Nonetheless, the rebel forces penetrated the only open part of the Union front, along the Columbia Pike, and close combat ensued as darkness fell. In time, the Confederate forces were repelled, but the rebels took Franklin during the evening.
But Schofield had successfully restored the river crossings and by midnight, the Union forces had crossed the bridges and followed their supply trains into Nashville. Hood’s forces had suffered 6,252 casualties, including 1,750 killed and 3,800 wounded. An estimated 2,000 others suffered less serious wounds and returned to duty before the subsequent battle to take Nashville. “But more importantly, the military leadership in the West was decimated, including the loss of perhaps the best division commander of either side, Patrick Cleburne, who was killed in action. Fourteen Confederate generals (six killed, seven wounded, and one captured) and 55 regimental commanders were casualties. Five generals killed in action at Franklin were Cleburne, John Adams, Hiram B. Granbur, States Rights Gist, and Otha F. Strahl. A sixth general, John C. Carter, was mortally wounded and died later on December 10.
Tactically, Hood’s forces won the battle, although at great cost. His aim was to capture Nashville, proceed into Indiana at New Albany, and then to move eastward to join up with supreme Gen. Robert E. Lee and relieve the siege of Richmond. But the subsequent attack on Nashville was an unmitigated disaster. Hood retreated, ultimately, to Mississippi and his forces were never again a factor in the war.
The impact point of the Battle of Franklin was the Carter House along the Columbia Pike. Today, it is preserved (bullet-holes and all) as a historical site. The nearby Lotz House is also a site that can be visited by tourists.
Carnton, the McGavock Plantation, is perhaps the most moving of the battlefield sites. Although the house itself was beyond the range of Union artillery, it was a central point of attack. By nightfall, it became a wartime hospital and its back porch served as a repository of the bodies of the many senior officers who perished in the battle.
Today, Carnton is an exemplar of both Ante-Bellum architecture and an incredibly impressive interpretive site for Civil War history. Our experience exceeded our expectations. The interpretive guide was knowledgeable and sensitive to the significance of the battle and the compassion of the estate’s owners, the McGavocks.
If one were limited to visiting only one site representative of the Battle of Franklin, Carnton should be the choice. The Federal-style house, a two-story, eight-room plantation house, is quite impressive. The McGavocks dedicated a portion of their estate to a cemetery adjacent to their family plots, in which are interred the Confederate dead from the Battle of Franklin.
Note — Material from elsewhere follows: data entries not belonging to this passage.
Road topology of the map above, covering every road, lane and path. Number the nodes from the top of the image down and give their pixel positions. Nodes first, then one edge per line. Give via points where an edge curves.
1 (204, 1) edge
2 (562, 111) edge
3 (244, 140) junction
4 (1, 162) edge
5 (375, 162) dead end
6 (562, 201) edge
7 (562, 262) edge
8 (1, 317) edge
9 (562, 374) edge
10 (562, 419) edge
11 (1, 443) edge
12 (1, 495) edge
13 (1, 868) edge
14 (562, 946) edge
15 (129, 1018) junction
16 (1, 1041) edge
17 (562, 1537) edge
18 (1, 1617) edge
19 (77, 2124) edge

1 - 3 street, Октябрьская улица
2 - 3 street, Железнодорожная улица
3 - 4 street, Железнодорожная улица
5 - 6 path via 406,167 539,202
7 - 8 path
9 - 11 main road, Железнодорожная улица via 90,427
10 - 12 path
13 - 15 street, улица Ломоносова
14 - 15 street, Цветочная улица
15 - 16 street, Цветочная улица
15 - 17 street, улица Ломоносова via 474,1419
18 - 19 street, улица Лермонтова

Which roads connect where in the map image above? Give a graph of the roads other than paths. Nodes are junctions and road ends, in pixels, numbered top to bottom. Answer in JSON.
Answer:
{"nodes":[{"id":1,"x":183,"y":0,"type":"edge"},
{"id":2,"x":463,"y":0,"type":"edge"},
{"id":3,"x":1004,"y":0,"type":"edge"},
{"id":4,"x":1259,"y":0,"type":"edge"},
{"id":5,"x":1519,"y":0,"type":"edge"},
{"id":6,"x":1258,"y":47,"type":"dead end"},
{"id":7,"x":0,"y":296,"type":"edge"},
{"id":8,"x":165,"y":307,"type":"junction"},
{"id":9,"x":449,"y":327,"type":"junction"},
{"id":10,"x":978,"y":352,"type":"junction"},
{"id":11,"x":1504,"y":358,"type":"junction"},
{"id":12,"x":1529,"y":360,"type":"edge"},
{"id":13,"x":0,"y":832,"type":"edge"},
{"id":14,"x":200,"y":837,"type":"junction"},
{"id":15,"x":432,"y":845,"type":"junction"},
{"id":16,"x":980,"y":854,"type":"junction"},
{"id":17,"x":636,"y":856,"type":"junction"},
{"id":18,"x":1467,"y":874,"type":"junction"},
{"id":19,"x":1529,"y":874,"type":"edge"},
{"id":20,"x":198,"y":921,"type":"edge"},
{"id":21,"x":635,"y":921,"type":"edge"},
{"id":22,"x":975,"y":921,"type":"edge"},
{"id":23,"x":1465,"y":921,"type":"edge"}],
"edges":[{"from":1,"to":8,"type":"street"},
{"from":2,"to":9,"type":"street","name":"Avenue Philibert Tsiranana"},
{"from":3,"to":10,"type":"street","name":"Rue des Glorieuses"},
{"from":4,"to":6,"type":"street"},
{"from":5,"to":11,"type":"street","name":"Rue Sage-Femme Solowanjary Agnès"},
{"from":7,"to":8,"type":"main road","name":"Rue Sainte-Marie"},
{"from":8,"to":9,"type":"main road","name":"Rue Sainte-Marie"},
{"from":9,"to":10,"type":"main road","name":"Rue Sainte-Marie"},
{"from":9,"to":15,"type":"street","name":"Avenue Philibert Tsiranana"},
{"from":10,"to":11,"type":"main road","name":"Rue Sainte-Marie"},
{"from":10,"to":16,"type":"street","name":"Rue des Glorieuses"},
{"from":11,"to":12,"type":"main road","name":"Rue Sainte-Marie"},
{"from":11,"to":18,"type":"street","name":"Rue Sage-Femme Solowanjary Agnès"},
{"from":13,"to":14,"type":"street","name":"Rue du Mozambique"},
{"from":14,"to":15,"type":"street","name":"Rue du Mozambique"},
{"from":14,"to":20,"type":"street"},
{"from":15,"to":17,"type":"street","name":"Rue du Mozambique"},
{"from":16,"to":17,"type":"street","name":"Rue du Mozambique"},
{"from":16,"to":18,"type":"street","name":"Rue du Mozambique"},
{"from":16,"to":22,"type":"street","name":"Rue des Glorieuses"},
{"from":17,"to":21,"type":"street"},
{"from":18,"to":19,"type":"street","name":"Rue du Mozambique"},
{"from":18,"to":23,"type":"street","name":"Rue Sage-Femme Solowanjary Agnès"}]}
The cemetery is open to the public. The Carnton mansion and adjacent garden (quite impressive are available for guided daily tours for a fee.
We were quite impressed with Carnton and its interpreters. If you only have one day to tour, Carnton is the best choice. Their museum (free) provides sufficient information, but the house tour is an essential for understanding the battle, the times, and the neutrality of honoring those men who fought for a cause they believed in.
For more information, consult @VisitFranklin on Twitter and visitfranklin.com.
In sum, Take Life on the Road strongly endorses a day-trip or longer to Franklin, Tennessee.